When creating iterations in Azure DevOps (Azure Boards), should non-development phases (non-sprint activities) be included in the dates for each sprint iteration?
My understanding is this: schedule sprint dates in Azure Boards around when development begins and ends (code freeze). This means that sprint planning happens ahead of a sprint iteration start date, and builds get shipped to QA after the sprint iteration end date/code freeze (assuming there is a QA testing phase after development). Planning, testing, deployment, and UAT occur outside of the dates specified in Azure DevOps sprint iterations.
Azure Boards really seems to be built around only 1 active sprint at a time. Developers need to be always working on the current sprint of development work. By limiting the iteration dates to only the development phase of Agile, there is no overlap in the development phases (sprints), and the Azure Boards tools work well with this.
The idea is to always keep work ahead of developers, in the sprints, and continue iterating.
But is that not ideal?
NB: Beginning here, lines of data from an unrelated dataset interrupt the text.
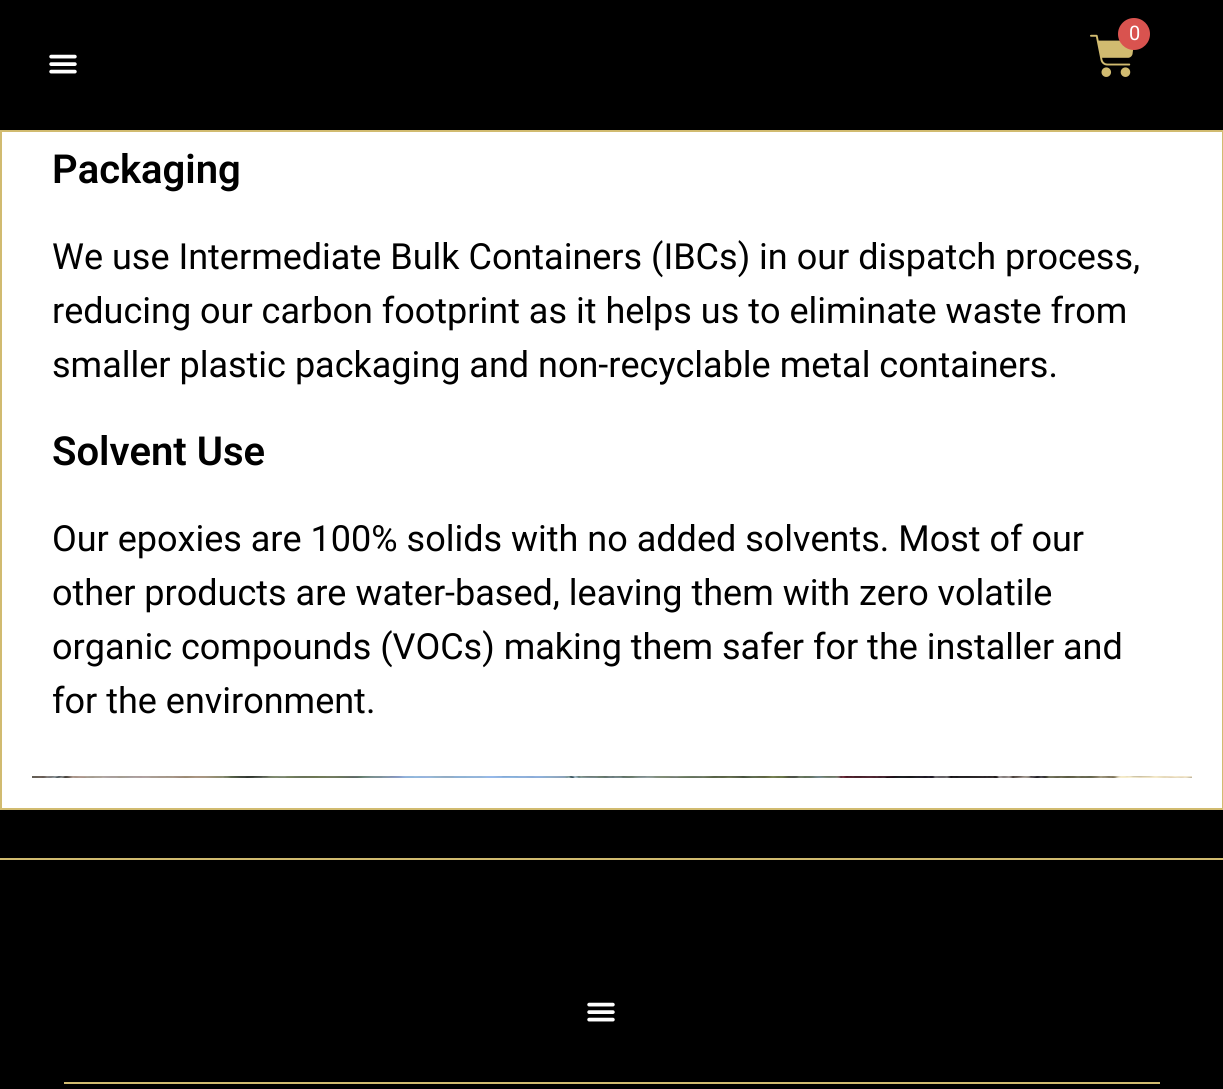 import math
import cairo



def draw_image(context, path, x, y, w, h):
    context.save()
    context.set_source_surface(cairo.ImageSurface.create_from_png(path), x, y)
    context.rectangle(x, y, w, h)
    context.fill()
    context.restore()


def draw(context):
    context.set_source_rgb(0, 0, 0)
    context.paint()
    context.set_source_rgb(1, 1, 1)
    context.rectangle(2, 132, 1220, 676)
    context.fill()
    context.rectangle(1, -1, 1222, 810)
    context.set_source_rgb(209 / 255, 187 / 255, 112 / 255)
    context.stroke()
    context.set_source_rgb(0, 0, 0)
    context.rectangle(0, 0, 1223, 130)
    context.fill()
    context.set_source_rgb(209 / 255, 187 / 255, 112 / 255)
    context.rectangle(0, 130, 1223, 2)
    context.fill()
    draw_image(context, "images/1.png", 1090, 34, 44, 43)
    context.set_source_rgb(217 / 255, 83 / 255, 79 / 255)
    context.arc(1134, 34, 16, 0, 2 * math.pi)
    context.fill()
    draw_image(context, "images/2.png", 49, 54, 28, 20)
    draw_image(context, "images/3.png", 32, 776, 1160, 2)
    context.set_source_rgb(209 / 255, 187 / 255, 112 / 255)
    context.rectangle(0, 858, 1223, 2)
    context.fill()
    draw_image(context, "images/2.png", 587, 1002, 28, 20)
    context.rectangle(64, 1082, 1096, 2)
    context.fill()
    context.select_font_face("Roboto")
    context.set_font_size(20)
    context.set_source_rgb(1, 1, 1)
    context.move_to(1129, 40)
    context.show_text("0")
    context.select_font_face("Roboto SemiBold")
    context.set_font_size(40)
    context.set_source_rgb(0, 0, 0)
    context.move_to(52, 183)
    context.show_text("Packaging")
    context.select_font_face("Roboto")
    context.set_font_size(36)
    context.move_to(52, 269)
    context.show_text("We use Intermediate Bulk Containers (IBCs) in our dispatch process,")
    context.move_to(52, 323)
    context.show_text("reducing our carbon footprint as it helps us to eliminate waste from")
    context.move_to(52, 377)
    context.show_text("smaller plastic packaging and non-recyclable metal containers.")
    context.select_font_face("Roboto SemiBold")
    context.set_font_size(40)
    context.move_to(52, 465)
    context.show_text("Solvent Use")
    context.select_font_face("Roboto")
    context.set_font_size(36)
    context.move_to(52, 551)
    context.show_text("Our epoxies are 100% solids with no added solvents. Most of our")
    context.move_to(52, 605)
    context.show_text("other products are water-based, leaving them with zero volatile")
    context.move_to(52, 659)
    context.show_text("organic compounds (VOCs) making them safer for the installer and")
    context.move_to(52, 713)
    context.show_text("for the environment.")


surface = cairo.ImageSurface(cairo.Format.RGB24, 1223, 1089)
context = cairo.Context(surface)
options = cairo.FontOptions()
options.set_hint_metrics(cairo.HintMetrics.OFF)
options.set_hint_style(cairo.HintStyle.NONE)
context.set_font_options(options)
context.set_miter_limit(4)
draw(context)
surface.write_to_png("out.png")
Should the dates of the sprint iteration in Azure Boards include planning, testing, etc?
This is very difficult to lookup online, on learn.microsoft.com, on other sites, etc, and I was unable to find any information explaining WHICH dates are supposed to be used when creating sprint iterations in Azure DevOps.
Here's a visual of what I'm talking about:
- Purple = planning phase (light is forecasting, dark is sprint planning just before sprint begins)
- Yellow = development phase (actual sprint)
- Blue = testing phase (QA)
- Red = deployment
- Green = UAT

Attempt to reword the question:
Looking at my diagram, given the yellow boxes are development sprints, should those be the dates that are used for Azure DevOps sprint dates? Or should the sprint dates in Azure DevOps also include the time spent in sprint planning, QA, deploying, UAT, etc?
I may need to repost this as "What activities does Azure DevOps consider to be part of the iteration/sprint?" Is a two week QA regression on a release candidate considered part of the ADO sprint? Is deployment considered part of the ADO sprint? Is UAT considered part of ADO sprint?
Edit
Added clarification in a few spots, based on some feedback in answers/comments.